What needs to be done |
Look through the data below and say how many of its lines contain "Кутузова", adding nothing else.

○ ○ ○

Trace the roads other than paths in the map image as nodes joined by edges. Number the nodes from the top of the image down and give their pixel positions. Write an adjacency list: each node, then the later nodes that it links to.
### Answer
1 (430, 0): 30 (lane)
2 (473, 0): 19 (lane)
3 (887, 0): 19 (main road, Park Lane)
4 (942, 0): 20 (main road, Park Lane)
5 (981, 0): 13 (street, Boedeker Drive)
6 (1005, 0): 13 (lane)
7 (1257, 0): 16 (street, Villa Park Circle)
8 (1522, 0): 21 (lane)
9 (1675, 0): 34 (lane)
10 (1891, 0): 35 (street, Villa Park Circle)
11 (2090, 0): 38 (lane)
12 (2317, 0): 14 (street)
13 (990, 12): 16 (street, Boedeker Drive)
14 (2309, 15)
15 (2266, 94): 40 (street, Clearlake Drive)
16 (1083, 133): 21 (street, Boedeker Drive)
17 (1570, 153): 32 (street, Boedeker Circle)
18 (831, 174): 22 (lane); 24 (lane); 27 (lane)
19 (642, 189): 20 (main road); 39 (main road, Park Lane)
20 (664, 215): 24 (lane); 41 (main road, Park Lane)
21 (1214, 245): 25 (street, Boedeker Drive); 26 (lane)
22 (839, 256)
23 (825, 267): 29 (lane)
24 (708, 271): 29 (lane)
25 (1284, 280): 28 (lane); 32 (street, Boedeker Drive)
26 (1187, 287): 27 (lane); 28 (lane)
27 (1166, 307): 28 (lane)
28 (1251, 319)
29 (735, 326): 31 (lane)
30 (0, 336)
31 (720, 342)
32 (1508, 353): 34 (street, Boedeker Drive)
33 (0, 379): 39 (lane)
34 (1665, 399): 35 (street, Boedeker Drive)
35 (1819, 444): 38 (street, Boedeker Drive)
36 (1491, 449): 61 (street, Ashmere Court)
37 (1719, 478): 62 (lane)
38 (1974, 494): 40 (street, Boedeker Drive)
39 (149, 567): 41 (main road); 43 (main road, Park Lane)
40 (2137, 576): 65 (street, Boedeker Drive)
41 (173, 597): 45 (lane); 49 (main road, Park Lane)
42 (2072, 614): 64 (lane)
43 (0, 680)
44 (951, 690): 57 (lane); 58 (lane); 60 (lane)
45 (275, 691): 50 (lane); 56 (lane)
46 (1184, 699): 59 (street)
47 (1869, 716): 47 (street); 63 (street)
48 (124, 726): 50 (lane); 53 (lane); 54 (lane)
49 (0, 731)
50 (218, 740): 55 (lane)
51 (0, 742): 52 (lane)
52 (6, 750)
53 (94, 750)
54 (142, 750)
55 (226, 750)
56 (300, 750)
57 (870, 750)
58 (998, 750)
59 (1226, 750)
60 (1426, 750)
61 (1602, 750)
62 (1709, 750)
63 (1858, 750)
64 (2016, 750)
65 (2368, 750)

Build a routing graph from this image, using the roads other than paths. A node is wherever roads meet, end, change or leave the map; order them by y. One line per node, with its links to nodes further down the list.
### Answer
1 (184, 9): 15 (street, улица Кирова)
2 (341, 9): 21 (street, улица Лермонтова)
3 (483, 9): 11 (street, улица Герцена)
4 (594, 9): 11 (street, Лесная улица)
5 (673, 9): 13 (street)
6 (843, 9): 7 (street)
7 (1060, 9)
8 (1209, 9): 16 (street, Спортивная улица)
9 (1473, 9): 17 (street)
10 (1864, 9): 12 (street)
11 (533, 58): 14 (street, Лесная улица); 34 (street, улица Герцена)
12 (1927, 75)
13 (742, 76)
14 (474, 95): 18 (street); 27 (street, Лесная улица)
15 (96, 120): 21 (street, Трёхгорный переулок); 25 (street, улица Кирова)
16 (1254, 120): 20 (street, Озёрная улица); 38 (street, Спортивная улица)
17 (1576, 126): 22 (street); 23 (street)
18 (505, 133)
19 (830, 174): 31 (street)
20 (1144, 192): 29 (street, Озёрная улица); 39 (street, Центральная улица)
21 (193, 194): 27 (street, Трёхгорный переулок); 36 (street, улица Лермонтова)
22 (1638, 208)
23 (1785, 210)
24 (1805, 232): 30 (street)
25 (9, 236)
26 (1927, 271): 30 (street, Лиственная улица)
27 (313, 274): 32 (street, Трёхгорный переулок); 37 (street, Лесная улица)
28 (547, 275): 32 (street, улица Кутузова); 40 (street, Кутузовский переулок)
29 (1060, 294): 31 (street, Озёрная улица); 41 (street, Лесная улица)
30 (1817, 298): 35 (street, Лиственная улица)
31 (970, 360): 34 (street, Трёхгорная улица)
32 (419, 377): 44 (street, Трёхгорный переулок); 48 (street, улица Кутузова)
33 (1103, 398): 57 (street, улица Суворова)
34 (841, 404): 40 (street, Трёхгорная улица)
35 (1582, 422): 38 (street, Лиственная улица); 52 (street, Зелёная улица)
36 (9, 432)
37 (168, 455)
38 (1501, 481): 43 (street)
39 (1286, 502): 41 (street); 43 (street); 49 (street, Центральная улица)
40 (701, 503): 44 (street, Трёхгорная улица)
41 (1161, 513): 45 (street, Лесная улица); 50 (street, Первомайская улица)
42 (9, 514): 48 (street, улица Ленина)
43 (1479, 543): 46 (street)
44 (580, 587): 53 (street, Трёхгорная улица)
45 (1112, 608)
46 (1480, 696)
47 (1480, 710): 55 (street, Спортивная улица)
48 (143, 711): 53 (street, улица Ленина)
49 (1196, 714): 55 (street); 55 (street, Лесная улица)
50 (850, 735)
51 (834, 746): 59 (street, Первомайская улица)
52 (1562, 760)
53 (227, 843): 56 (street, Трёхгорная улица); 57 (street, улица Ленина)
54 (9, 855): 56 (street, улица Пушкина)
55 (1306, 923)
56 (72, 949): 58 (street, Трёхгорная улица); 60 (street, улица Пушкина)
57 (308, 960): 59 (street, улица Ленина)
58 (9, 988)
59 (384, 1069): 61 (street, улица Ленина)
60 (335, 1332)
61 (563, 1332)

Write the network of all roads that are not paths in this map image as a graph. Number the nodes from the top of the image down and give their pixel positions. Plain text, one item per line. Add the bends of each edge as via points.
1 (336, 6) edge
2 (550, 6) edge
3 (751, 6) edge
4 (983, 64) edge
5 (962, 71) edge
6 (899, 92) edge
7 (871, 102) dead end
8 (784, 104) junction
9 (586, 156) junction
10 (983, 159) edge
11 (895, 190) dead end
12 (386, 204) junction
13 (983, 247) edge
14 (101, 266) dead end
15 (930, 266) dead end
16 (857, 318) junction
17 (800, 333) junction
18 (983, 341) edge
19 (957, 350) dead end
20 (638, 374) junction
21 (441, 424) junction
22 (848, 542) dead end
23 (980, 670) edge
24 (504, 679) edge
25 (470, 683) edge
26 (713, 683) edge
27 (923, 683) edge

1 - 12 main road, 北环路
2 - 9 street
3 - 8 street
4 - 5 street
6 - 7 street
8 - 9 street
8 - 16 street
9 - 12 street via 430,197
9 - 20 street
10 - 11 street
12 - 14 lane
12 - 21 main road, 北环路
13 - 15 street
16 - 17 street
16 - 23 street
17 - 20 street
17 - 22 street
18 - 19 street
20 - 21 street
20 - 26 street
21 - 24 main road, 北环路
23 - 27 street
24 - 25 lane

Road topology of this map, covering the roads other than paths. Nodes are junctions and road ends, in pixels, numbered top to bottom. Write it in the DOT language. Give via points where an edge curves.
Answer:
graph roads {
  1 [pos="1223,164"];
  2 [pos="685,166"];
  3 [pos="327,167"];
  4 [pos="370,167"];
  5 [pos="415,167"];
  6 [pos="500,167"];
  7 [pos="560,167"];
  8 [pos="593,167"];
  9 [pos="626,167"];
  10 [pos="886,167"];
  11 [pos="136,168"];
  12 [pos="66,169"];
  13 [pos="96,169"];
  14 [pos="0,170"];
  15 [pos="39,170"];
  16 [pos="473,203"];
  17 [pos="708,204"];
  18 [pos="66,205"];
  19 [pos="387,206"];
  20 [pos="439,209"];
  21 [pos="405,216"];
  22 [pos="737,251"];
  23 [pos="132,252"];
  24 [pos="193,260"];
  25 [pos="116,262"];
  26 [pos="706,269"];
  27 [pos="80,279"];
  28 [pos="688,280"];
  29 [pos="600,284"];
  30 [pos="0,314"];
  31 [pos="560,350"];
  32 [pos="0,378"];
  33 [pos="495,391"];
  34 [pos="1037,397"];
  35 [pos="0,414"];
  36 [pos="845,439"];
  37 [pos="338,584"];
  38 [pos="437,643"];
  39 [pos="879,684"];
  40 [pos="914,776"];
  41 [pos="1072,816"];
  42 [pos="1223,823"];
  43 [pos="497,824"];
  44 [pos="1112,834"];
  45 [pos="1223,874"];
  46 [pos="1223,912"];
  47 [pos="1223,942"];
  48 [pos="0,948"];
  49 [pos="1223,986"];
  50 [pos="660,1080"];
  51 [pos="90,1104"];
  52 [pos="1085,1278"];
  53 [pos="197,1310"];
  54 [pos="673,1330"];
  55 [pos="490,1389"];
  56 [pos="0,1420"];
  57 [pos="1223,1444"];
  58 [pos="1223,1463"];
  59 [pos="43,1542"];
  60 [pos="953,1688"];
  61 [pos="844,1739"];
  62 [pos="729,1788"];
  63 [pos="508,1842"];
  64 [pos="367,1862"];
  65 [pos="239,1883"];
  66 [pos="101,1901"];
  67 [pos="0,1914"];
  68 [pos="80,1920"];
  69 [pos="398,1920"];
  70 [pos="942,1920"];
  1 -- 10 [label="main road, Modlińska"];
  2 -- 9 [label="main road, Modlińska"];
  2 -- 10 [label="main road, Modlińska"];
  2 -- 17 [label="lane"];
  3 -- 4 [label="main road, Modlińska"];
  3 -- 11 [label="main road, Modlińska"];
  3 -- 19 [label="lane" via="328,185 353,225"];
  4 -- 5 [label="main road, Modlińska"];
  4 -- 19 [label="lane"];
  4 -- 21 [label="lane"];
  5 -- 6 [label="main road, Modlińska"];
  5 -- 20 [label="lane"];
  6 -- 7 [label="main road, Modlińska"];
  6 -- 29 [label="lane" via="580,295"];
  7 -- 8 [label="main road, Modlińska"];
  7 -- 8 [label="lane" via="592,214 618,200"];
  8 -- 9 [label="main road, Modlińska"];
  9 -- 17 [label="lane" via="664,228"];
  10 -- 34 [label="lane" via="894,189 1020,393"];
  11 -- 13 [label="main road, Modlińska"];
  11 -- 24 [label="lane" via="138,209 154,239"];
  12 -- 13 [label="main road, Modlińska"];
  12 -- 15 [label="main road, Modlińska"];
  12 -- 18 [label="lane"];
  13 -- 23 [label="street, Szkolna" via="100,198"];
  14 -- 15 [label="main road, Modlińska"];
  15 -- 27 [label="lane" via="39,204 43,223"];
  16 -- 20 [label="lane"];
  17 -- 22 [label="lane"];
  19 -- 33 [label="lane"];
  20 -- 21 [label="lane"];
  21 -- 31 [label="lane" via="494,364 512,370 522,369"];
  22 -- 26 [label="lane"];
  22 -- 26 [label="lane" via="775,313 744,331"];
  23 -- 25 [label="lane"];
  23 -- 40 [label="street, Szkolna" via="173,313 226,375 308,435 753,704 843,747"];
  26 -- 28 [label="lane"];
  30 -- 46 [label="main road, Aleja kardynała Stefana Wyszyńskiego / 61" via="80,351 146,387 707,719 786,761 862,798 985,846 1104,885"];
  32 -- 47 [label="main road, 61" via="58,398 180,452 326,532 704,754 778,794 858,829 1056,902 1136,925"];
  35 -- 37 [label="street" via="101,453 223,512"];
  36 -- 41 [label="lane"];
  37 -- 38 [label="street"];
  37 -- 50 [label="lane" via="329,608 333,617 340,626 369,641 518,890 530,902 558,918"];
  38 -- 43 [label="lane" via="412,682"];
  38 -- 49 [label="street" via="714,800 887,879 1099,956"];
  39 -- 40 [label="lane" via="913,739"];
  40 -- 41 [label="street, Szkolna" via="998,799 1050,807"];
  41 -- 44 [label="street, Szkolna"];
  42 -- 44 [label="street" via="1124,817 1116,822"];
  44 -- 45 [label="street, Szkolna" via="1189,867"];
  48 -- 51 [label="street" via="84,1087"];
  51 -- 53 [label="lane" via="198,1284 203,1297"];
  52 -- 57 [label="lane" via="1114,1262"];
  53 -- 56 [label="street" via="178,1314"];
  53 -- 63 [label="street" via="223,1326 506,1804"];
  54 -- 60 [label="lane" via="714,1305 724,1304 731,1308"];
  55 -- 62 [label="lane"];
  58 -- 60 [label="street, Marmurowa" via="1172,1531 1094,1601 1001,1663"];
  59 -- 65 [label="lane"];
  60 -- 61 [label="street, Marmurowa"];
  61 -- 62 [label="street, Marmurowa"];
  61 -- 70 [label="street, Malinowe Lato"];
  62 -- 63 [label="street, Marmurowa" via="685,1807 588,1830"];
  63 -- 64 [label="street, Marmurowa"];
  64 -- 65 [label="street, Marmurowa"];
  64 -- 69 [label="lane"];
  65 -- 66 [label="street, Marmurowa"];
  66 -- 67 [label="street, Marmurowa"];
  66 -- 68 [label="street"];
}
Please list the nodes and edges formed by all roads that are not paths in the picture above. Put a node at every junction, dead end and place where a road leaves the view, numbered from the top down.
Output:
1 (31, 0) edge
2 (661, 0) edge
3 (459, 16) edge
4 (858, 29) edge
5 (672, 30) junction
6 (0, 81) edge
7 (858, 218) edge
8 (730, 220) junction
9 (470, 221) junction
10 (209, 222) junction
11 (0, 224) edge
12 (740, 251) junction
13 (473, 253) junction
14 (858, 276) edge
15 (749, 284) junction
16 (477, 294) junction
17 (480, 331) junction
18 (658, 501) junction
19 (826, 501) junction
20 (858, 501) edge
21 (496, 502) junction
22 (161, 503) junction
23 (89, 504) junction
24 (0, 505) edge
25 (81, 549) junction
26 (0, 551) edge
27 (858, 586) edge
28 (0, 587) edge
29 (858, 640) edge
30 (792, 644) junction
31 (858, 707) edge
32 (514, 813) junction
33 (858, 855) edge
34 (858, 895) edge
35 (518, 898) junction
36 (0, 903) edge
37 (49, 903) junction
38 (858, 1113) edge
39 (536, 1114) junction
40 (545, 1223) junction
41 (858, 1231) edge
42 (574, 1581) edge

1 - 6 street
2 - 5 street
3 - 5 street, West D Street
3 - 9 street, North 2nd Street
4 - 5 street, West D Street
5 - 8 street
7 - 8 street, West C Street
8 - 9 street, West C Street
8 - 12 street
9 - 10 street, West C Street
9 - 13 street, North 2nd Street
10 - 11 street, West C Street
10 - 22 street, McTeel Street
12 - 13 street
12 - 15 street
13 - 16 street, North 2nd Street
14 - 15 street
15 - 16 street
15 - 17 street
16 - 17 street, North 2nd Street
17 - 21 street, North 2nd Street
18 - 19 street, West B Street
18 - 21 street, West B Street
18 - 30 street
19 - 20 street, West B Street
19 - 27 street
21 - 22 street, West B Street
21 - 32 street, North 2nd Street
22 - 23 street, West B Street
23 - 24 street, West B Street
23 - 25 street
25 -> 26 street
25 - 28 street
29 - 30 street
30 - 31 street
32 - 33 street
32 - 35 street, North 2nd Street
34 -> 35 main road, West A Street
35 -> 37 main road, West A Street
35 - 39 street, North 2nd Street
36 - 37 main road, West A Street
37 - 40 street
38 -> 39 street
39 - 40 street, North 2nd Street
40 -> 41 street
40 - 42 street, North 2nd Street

○ ○ ○

Task output |
2